Customer Portal

Optimizing for ExtSort with very large file

Comments 3

  • Avatar
    Pedro Vazquez Rosario
    0
    Comment actions Permalink
    Hi anyeone,

    That is quite a strange issue, in most cases, the ExtSort should be able to handle that amount of records without causing CG out memory. I would recommend at the moment to put the ExtSort in a different phase, which should force Disk Swapping does allow some of the memory to be released. Could you also answer the following questions:

    • CloverETL Designer and Server version

    • Your current memory settings

    • If possible please attached your graph (remove any sensitive data)
  • Avatar
    anyeone
    0
    Comment actions Permalink
    The graphs involved are extremely complicated, and the ExtSort occurs many places in the process so it will be kind of hard to send it in a usable way for you.

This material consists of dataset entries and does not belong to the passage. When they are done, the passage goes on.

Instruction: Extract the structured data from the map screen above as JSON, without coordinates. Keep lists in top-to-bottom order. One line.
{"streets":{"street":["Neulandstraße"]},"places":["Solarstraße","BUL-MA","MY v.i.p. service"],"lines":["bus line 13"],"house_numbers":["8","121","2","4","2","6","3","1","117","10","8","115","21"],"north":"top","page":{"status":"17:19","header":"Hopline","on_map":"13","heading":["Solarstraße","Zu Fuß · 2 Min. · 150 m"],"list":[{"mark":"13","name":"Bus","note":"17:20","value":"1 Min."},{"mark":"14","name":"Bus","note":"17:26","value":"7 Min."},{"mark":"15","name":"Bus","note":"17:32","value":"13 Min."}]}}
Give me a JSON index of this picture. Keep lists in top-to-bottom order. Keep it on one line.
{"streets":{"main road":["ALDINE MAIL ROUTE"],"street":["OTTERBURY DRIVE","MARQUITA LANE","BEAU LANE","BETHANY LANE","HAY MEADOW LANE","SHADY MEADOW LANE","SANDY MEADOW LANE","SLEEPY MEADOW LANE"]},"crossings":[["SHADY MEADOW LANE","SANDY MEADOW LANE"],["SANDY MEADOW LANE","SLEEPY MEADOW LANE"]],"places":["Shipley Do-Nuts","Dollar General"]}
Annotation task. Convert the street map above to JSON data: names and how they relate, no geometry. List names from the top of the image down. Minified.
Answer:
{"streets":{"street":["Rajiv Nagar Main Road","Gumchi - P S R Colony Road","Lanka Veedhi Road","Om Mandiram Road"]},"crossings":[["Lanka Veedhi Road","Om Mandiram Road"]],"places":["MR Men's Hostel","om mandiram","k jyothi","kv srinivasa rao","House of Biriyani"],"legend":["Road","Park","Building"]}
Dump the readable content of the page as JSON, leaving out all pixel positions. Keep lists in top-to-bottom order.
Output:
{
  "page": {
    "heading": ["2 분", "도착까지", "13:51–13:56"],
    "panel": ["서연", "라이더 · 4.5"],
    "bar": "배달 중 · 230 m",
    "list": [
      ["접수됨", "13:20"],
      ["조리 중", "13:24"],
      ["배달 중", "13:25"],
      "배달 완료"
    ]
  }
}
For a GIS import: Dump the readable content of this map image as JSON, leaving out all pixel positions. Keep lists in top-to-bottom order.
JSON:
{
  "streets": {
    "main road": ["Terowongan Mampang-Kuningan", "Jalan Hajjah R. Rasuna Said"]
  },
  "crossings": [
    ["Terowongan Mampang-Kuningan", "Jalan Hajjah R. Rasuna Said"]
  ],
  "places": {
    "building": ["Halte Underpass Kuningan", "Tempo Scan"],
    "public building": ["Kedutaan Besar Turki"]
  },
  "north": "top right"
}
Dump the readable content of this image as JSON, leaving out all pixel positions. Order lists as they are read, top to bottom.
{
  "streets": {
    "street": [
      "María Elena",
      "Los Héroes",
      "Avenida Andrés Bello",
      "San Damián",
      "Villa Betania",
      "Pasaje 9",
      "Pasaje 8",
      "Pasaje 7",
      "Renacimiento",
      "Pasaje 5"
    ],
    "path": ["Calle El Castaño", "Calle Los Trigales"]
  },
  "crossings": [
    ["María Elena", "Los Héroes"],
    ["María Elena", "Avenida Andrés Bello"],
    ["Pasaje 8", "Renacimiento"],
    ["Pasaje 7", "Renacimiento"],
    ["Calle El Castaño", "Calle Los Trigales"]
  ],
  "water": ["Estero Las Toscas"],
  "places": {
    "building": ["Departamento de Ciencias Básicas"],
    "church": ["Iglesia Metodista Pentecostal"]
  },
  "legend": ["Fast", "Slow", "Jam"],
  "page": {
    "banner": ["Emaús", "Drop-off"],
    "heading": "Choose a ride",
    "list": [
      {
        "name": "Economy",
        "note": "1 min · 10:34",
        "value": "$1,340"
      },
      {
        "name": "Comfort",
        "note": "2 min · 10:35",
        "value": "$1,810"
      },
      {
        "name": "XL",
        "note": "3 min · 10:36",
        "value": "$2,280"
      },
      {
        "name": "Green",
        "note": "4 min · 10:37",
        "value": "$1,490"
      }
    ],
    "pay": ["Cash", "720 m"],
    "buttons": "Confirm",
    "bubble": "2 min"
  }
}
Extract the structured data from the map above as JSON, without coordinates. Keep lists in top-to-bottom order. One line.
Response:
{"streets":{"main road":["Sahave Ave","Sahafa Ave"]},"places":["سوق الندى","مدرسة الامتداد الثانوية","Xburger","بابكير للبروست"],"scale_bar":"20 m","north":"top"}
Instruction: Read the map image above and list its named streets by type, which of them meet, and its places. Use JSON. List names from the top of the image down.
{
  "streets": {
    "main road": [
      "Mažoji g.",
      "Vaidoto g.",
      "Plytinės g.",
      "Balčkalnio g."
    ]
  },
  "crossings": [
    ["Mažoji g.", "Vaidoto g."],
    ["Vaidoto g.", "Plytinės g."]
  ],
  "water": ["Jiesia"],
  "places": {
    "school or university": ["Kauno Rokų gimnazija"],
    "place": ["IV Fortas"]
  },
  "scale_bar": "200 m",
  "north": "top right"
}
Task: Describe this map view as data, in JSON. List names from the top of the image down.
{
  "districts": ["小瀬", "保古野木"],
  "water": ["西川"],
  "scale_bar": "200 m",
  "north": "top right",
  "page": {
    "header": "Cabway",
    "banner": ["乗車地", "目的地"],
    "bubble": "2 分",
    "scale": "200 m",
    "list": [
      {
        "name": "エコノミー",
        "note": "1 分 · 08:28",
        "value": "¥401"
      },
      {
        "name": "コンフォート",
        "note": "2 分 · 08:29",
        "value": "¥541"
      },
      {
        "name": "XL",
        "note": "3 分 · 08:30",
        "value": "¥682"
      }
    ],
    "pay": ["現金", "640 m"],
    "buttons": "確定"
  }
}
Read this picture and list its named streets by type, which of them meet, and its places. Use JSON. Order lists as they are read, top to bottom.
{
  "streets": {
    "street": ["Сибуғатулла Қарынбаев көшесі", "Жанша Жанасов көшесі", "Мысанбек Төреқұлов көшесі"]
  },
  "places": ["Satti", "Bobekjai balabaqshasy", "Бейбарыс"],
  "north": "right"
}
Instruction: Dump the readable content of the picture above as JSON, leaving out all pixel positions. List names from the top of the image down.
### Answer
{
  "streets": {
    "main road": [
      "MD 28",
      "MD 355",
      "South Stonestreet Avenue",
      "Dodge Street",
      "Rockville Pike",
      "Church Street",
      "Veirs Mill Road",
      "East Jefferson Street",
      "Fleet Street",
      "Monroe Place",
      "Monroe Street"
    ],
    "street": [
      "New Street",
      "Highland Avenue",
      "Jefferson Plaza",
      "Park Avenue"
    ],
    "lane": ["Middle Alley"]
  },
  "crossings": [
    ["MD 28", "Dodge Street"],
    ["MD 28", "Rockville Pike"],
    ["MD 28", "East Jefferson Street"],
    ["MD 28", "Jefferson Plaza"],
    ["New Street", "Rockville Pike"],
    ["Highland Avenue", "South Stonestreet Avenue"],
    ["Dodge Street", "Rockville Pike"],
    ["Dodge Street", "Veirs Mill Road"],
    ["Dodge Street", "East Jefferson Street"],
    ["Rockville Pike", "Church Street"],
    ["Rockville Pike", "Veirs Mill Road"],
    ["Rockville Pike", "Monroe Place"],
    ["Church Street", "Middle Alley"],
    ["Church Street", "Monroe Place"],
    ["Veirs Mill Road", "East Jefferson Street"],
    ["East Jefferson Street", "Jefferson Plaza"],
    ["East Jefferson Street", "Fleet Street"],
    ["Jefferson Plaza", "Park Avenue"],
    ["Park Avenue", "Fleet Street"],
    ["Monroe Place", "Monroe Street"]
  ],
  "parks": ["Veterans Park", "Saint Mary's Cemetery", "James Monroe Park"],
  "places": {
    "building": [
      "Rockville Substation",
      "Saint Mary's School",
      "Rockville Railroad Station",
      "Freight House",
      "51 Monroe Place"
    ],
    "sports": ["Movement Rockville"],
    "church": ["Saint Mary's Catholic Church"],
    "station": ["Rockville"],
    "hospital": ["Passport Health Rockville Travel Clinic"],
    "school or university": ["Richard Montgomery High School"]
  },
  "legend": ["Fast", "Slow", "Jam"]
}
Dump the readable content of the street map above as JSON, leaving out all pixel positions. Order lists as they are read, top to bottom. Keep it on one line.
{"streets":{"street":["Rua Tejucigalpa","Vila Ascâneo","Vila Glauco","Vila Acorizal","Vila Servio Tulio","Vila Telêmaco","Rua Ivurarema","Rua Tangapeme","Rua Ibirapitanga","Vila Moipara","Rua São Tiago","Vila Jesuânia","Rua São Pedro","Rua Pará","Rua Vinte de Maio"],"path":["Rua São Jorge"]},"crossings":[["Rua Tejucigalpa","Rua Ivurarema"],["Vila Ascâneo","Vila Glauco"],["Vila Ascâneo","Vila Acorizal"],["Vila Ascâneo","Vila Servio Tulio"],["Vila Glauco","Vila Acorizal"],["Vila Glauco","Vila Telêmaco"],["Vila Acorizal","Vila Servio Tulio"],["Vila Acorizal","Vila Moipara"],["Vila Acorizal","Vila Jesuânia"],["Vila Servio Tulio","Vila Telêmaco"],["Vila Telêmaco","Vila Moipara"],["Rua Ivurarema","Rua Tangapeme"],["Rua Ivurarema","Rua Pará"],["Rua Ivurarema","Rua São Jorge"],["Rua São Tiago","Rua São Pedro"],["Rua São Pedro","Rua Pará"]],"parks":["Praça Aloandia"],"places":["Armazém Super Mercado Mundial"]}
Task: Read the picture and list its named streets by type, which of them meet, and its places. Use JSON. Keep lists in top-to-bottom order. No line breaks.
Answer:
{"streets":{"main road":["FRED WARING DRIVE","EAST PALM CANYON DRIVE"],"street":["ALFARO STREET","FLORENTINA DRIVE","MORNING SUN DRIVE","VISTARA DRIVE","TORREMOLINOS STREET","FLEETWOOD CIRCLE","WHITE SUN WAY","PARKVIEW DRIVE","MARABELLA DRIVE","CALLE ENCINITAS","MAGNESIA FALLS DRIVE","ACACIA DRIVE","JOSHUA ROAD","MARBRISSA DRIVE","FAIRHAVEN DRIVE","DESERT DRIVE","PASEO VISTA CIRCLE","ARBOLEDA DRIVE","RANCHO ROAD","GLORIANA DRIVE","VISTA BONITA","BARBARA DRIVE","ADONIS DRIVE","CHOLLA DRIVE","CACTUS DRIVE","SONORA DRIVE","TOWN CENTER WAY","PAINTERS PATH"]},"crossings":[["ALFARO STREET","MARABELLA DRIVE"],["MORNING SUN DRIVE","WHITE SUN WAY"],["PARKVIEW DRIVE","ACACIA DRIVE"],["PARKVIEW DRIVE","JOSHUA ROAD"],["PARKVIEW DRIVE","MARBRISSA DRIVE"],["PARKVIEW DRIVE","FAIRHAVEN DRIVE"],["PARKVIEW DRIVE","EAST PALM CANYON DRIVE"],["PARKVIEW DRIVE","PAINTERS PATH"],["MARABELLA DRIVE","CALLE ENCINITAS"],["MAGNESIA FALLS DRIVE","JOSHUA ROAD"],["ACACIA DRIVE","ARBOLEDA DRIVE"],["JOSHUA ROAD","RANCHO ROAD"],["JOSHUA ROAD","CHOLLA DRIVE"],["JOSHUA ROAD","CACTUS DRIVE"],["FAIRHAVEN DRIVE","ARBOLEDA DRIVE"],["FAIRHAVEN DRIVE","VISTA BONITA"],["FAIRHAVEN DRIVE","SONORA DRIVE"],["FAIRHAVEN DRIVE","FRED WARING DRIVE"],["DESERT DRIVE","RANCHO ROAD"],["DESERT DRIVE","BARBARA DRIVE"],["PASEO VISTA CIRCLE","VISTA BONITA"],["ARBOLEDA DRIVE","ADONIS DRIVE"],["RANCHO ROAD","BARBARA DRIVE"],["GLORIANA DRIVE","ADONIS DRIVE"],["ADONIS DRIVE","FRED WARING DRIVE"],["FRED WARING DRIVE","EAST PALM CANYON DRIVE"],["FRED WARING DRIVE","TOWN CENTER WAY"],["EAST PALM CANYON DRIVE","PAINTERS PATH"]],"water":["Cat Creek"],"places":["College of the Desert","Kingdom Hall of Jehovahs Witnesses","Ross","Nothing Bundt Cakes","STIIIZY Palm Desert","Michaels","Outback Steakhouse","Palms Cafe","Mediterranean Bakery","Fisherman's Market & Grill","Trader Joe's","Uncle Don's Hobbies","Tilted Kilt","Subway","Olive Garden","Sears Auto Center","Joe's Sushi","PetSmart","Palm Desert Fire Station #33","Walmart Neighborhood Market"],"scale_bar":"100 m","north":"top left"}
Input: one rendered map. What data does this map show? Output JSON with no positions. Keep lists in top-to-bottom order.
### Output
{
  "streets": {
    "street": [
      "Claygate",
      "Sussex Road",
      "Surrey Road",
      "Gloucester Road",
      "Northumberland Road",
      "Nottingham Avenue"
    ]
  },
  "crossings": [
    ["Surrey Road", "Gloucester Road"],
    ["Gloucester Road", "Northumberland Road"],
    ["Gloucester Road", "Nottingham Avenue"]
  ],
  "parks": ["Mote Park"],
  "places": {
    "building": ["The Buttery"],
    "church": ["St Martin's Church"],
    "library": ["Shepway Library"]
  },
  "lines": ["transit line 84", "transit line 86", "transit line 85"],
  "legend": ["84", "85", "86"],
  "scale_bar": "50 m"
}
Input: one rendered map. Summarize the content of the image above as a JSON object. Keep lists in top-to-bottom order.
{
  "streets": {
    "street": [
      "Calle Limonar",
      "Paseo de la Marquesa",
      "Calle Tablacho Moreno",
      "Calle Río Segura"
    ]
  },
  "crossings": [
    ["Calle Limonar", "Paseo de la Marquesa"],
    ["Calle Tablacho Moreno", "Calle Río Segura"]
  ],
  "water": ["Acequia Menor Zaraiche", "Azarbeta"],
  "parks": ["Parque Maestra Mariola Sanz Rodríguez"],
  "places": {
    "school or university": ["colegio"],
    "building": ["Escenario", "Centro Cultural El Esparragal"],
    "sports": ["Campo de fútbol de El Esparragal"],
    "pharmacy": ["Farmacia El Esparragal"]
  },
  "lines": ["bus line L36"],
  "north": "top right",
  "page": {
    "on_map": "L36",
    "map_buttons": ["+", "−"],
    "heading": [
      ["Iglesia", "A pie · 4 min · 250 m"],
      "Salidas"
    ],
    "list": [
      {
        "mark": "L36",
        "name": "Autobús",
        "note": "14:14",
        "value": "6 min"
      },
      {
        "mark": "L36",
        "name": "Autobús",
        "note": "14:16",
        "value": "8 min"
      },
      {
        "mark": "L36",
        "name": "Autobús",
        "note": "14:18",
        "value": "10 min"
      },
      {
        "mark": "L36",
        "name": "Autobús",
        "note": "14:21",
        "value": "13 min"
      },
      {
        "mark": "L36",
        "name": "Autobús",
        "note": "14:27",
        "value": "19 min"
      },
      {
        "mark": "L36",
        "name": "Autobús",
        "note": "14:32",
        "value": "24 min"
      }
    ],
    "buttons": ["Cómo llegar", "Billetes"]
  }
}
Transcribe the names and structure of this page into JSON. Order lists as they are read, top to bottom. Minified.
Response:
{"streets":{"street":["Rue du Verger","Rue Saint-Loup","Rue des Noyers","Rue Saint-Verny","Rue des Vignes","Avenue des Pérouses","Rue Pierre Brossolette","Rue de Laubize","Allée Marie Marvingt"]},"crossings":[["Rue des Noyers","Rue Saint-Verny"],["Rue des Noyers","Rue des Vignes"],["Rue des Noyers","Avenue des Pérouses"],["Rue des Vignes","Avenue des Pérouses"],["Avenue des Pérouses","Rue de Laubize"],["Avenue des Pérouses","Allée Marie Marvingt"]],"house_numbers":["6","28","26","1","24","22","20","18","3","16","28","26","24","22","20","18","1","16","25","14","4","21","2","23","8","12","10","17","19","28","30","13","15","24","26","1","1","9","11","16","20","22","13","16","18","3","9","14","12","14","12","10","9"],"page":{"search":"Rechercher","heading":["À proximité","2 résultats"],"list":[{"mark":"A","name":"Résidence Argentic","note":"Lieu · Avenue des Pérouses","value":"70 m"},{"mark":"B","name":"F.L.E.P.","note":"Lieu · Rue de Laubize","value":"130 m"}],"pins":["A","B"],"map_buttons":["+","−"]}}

    We upped the JVM heap to 8GB and that seems to have resolved the issue at least for now, but it seems to me that there should be a way to optimize it, and if we ever get even larger data sets we could end up having a ridiculously sized heap requirement.

    I will try putting the sorts in their own different phase and see if that helps as well. I did notice sometimes the process is going in parallel with a bunch of other tasks so that could be affecting it.
  • Avatar
    admin
    0
    Comment actions Permalink
    Hi Anye,

    Yes, indeed, with increasing size of files being processed there should also be more resources available for the JVM. Therefore increasing the JVM heap memory assigned to the process is a right decision. Just please be aware that you should not use the whole capacity of the physical RAM (especially if there is not just CloverETL running on that physical machine). The general recommendation is to assign half of the physical RAM to the CloverETL heap memory, but it depends on many circumstances (direct memory enabled/disabled and so on).

    I would also like to point out again, that using Phases in the design might help distribute the resources more efficiently, as Pedro suggested in his update.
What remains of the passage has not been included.